* [What you have to do]:
Each line of the records needs to be written out exactly, with any image left out.

* [Record excerpts]:
▼▼▼

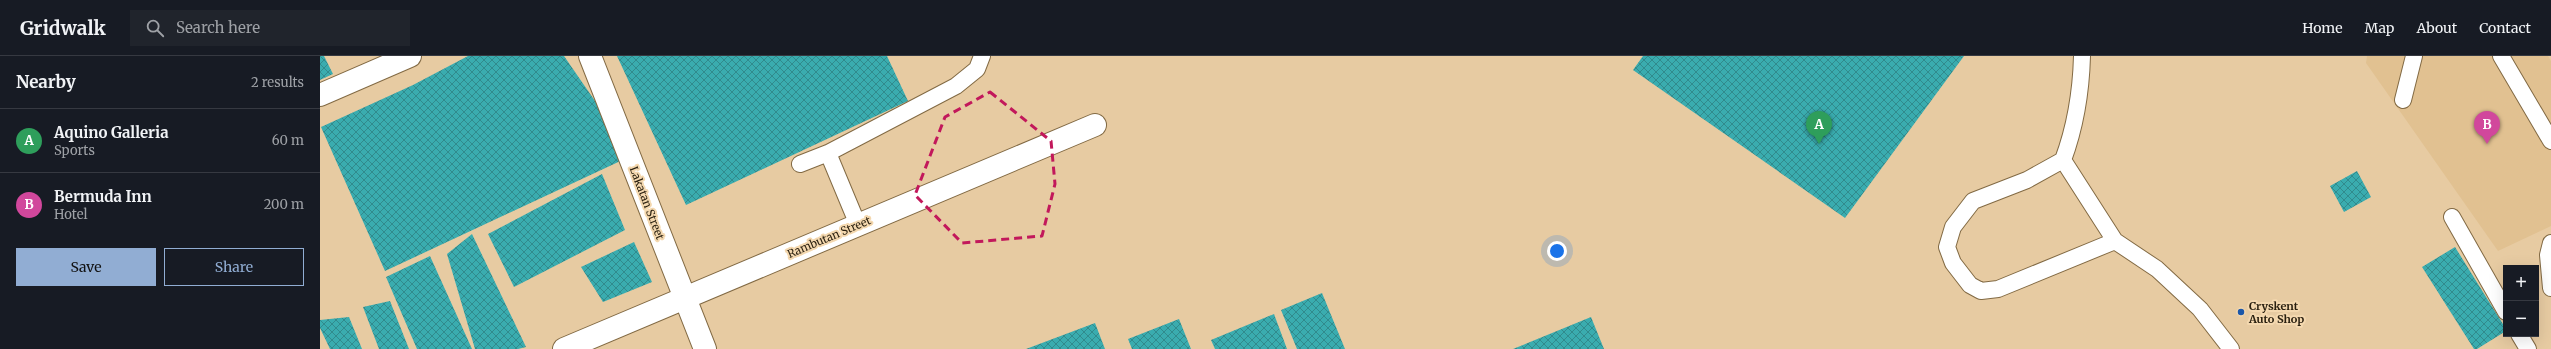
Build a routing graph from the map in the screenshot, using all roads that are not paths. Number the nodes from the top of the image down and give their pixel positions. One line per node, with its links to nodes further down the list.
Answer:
1 (410, 56): 7 (street)
2 (590, 56): 19 (street, Lakatan Street)
3 (982, 56): 11 (lane)
4 (2082, 56): 12 (lane)
5 (2414, 56): 8 (lane)
6 (2500, 56): 10 (lane)
7 (320, 95)
8 (2403, 100)
9 (1095, 125): 15 (street, Rambutan Street)
10 (2551, 141)
11 (828, 153): 13 (lane); 15 (lane)
12 (2063, 160): 16 (lane); 16 (lane)
13 (800, 164)
14 (2452, 217): 20 (lane)
15 (858, 225): 19 (street, Rambutan Street)
16 (2114, 241): 24 (lane)
17 (2551, 243): 18 (lane)
18 (2551, 288)
19 (684, 298): 22 (street, Rambutan Street); 23 (street, Lakatan Street)
20 (2503, 307)
21 (2521, 337): 25 (lane)
22 (564, 349)
23 (705, 349)
24 (2232, 349)
25 (2528, 349)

▲▲▲

* [The completed task]:
Build a routing graph from the map in the screenshot, using all roads that are not paths. Number the nodes from the top of the image down and give their pixel positions. One line per node, with its links to nodes further down the list.
Answer:
1 (410, 56): 7 (street)
2 (590, 56): 19 (street, Lakatan Street)
3 (982, 56): 11 (lane)
4 (2082, 56): 12 (lane)
5 (2414, 56): 8 (lane)
6 (2500, 56): 10 (lane)
7 (320, 95)
8 (2403, 100)
9 (1095, 125): 15 (street, Rambutan Street)
10 (2551, 141)
11 (828, 153): 13 (lane); 15 (lane)
12 (2063, 160): 16 (lane); 16 (lane)
13 (800, 164)
14 (2452, 217): 20 (lane)
15 (858, 225): 19 (street, Rambutan Street)
16 (2114, 241): 24 (lane)
17 (2551, 243): 18 (lane)
18 (2551, 288)
19 (684, 298): 22 (street, Rambutan Street); 23 (street, Lakatan Street)
20 (2503, 307)
21 (2521, 337): 25 (lane)
22 (564, 349)
23 (705, 349)
24 (2232, 349)
25 (2528, 349)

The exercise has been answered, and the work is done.